Kronecker's delta complex sum form

Question

I hope you're all doing well.

I'm trying to prove the following identity: $$\frac{1}{N} \sum_{j=1}^{N} e^ {\frac{2i\pi(n-n')j}{N}} = \delta_{nn'}$$

but I'm having some troubles.

This is what I tried:

We know that for a finite geometric series, the entire sum is equal to $$\sum_{j=1}^{N} ar^{bj} = \frac{ar^b(r^{bN} - 1)}{r^b - 1}$$

In your case we have: $$r = e$$ $$a = \frac{1}{N}$$ $$b = \frac{2i\pi(n-n')}{N}$$

Using this I found

$$\frac{1}{N} \sum_{j=1}^{N} e^ {\frac{2i\pi(n-n')j}{N}} = \frac{1}{N} \frac{e^{\frac{2i\pi(n-n')}{N}}(e^{{2i\pi(n-n')}} - 1)}{e^{\frac{2i\pi(n-n')}{N}} - 1}$$

but after this I'm not able to see how these exponentials are gonna to result in the Kronecker's delta.

Answer 1

Be careful with $\delta_{nn'}$: your formula is true if $n, n'$ are either regarded as integers modulo $n$ or restricted to set $\{ 1,...,N \}$. Can you see why the value of the sum is unchanged if $n$ or $n'$ is shifted by an integer multiple of $N$?
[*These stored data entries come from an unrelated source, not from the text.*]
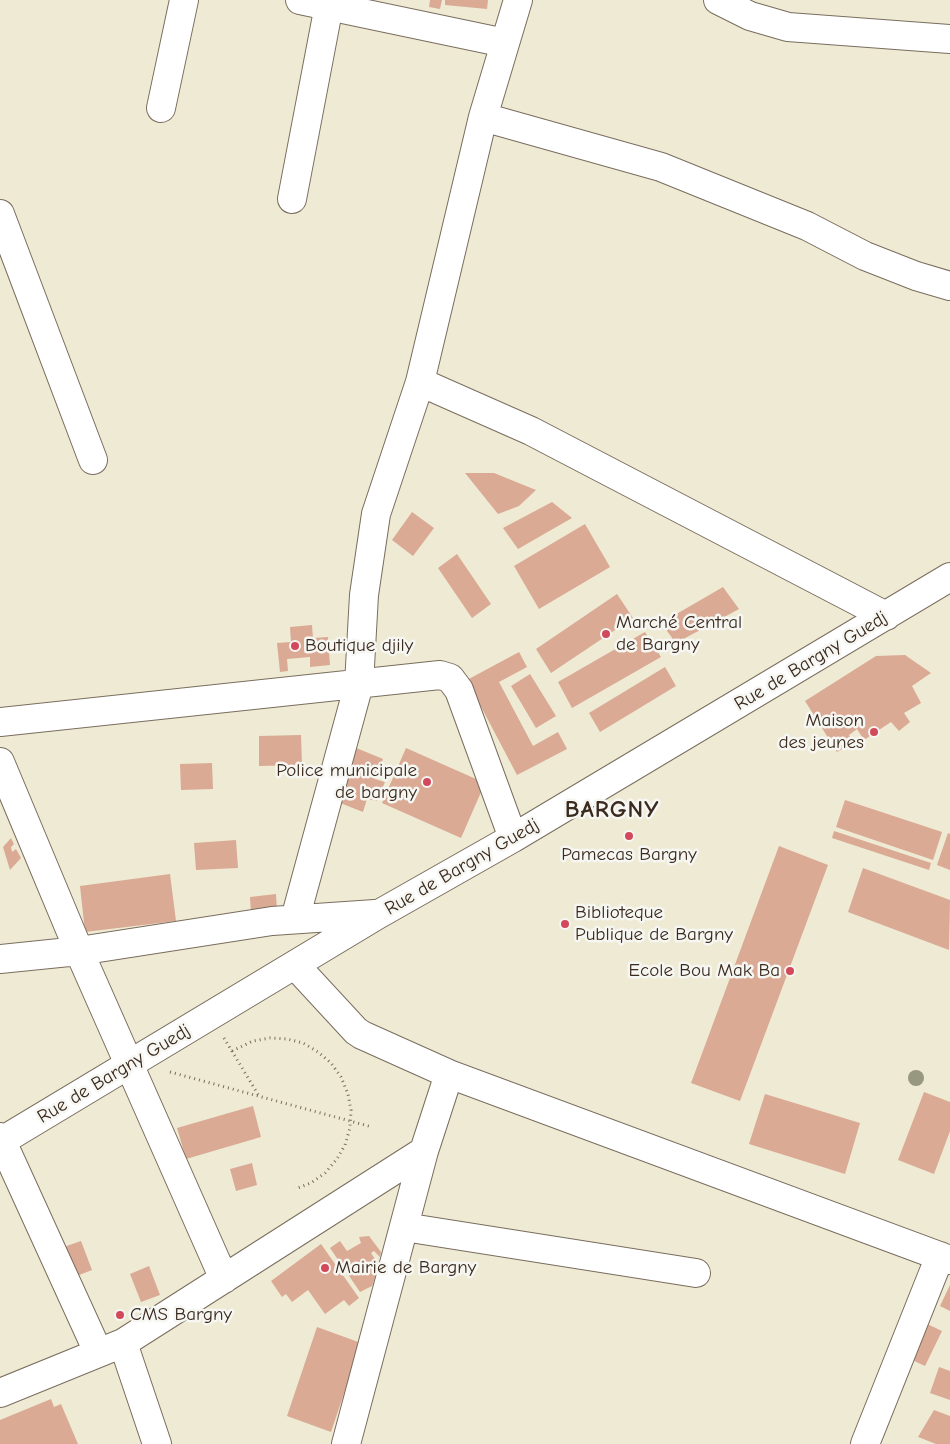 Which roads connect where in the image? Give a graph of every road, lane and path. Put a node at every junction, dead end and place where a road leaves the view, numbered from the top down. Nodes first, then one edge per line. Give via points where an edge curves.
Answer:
1 (184, 0) edge
2 (300, 0) edge
3 (518, 0) edge
4 (718, 0) edge
5 (330, 3) edge
6 (950, 39) edge
7 (505, 43) junction
8 (161, 108) dead end
9 (483, 117) junction
10 (292, 199) dead end
11 (0, 214) edge
12 (6, 244) edge
13 (950, 286) edge
14 (420, 382) junction
15 (93, 460) dead end
16 (950, 577) edge
17 (886, 616) junction
18 (359, 684) junction
19 (0, 722) edge
20 (0, 762) edge
21 (513, 838) junction
22 (379, 914) junction
23 (295, 920) junction
24 (79, 951) junction
25 (0, 959) edge
26 (295, 965) junction
27 (211, 1016) junction
28 (232, 1051) junction
29 (130, 1065) junction
30 (170, 1072) dead end
31 (449, 1074) junction
32 (259, 1096) junction
33 (350, 1121) junction
34 (372, 1127) dead end
35 (1, 1140) edge
36 (424, 1151) junction
37 (295, 1189) dead end
38 (404, 1226) junction
39 (945, 1258) edge
40 (696, 1273) dead end
41 (224, 1279) junction
42 (110, 1347) junction
43 (0, 1393) edge
44 (157, 1444) edge
45 (346, 1444) edge
46 (865, 1444) edge

1 - 8 street
2 - 5 street
3 - 7 street
4 - 6 street via 750,16 788,27
5 - 7 street
5 - 10 street
7 - 9 street
9 - 13 street via 661,167 807,226 865,256
9 - 14 street
11 - 12 street
12 - 15 street
14 - 17 street via 531,431
14 - 18 street via 376,514 364,594
16 - 17 street, Rue de Bargny Guedj
17 - 21 street, Rue de Bargny Guedj
18 - 19 street
18 - 21 street via 440,675 450,678 460,690
18 - 23 street
20 - 24 street
21 - 22 street, Rue de Bargny Guedj
22 - 23 street
22 - 26 street, Rue de Bargny Guedj
23 - 24 street
24 - 25 street
24 - 29 street
26 - 27 street, Rue de Bargny Guedj
26 - 31 street via 356,1031
27 - 28 path
27 - 29 street, Rue de Bargny Guedj
28 - 32 path
28 - 33 path via 253,1040 270,1038 287,1038 303,1043 331,1063 341,1077 348,1094
29 - 35 street, Rue de Bargny Guedj
29 - 41 street
30 - 32 path
31 - 36 street
31 - 39 street
32 - 33 path
33 - 34 path
33 - 37 path via 345,1145 337,1160 325,1173
35 - 42 street
36 - 38 street
36 - 41 street
38 - 40 street
38 - 45 street
39 - 46 street
41 - 42 street
42 - 43 street
42 - 44 street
Take the formula you derived. In the numerator you have $e^{2 \pi i (n-n')}-1=1-1=0$. This is not quite right if $n-n'$ is divisible by $N$ because then also denominator vanishes. In fact in this special case your formula is wrong, because geometric series formula is valid only if the ratio of consecutive terms of the series is not equal $1$. So in this special case you have to compute the sum in a different way.

Answer 2

Hint: Try using the Fourier transform. The discrete Fourier transform of $\delta_{nn'}$ is given by:

$$ \mathcal F(\delta_{nn'}) = \sum_{n=1}^N \delta_{nn'} e^{-2 i\pi j n/N} = e^{-2 i\pi j n'/N} $$

We can simply invert $\mathcal F$ to obtain an expression for $\delta_{nn'}$. The inverse Fourier transform of $e^{-2 i\pi j n'/N}$ is given by,

$$ \delta_{nn'} = \mathcal F^{-1}(e^{-2 i\pi j n'/N}) = \frac{1}{N} \sum_{j=1}^N e^{-i 2\pi j n'/N} e^{2 i\pi j n/N} = \frac{1}{N} \sum_{j=1}^N e^{2 i \pi j (n-n')/N} $$

As desired!

Answer 3

Let $t= 2 \pi (n-n')$ and $r=e^{\frac {it } N}$. Then the given expression is $\frac 1N \sum\limits_{j=1}^{N} r^{j}$. This is $\frac 1N \frac {r^{N+1}-r} {1-r}$. And $r^{N+1}=r$ if $n \neq n'$ (because $r^{N}=1$). The case $n=n'$ is trivial.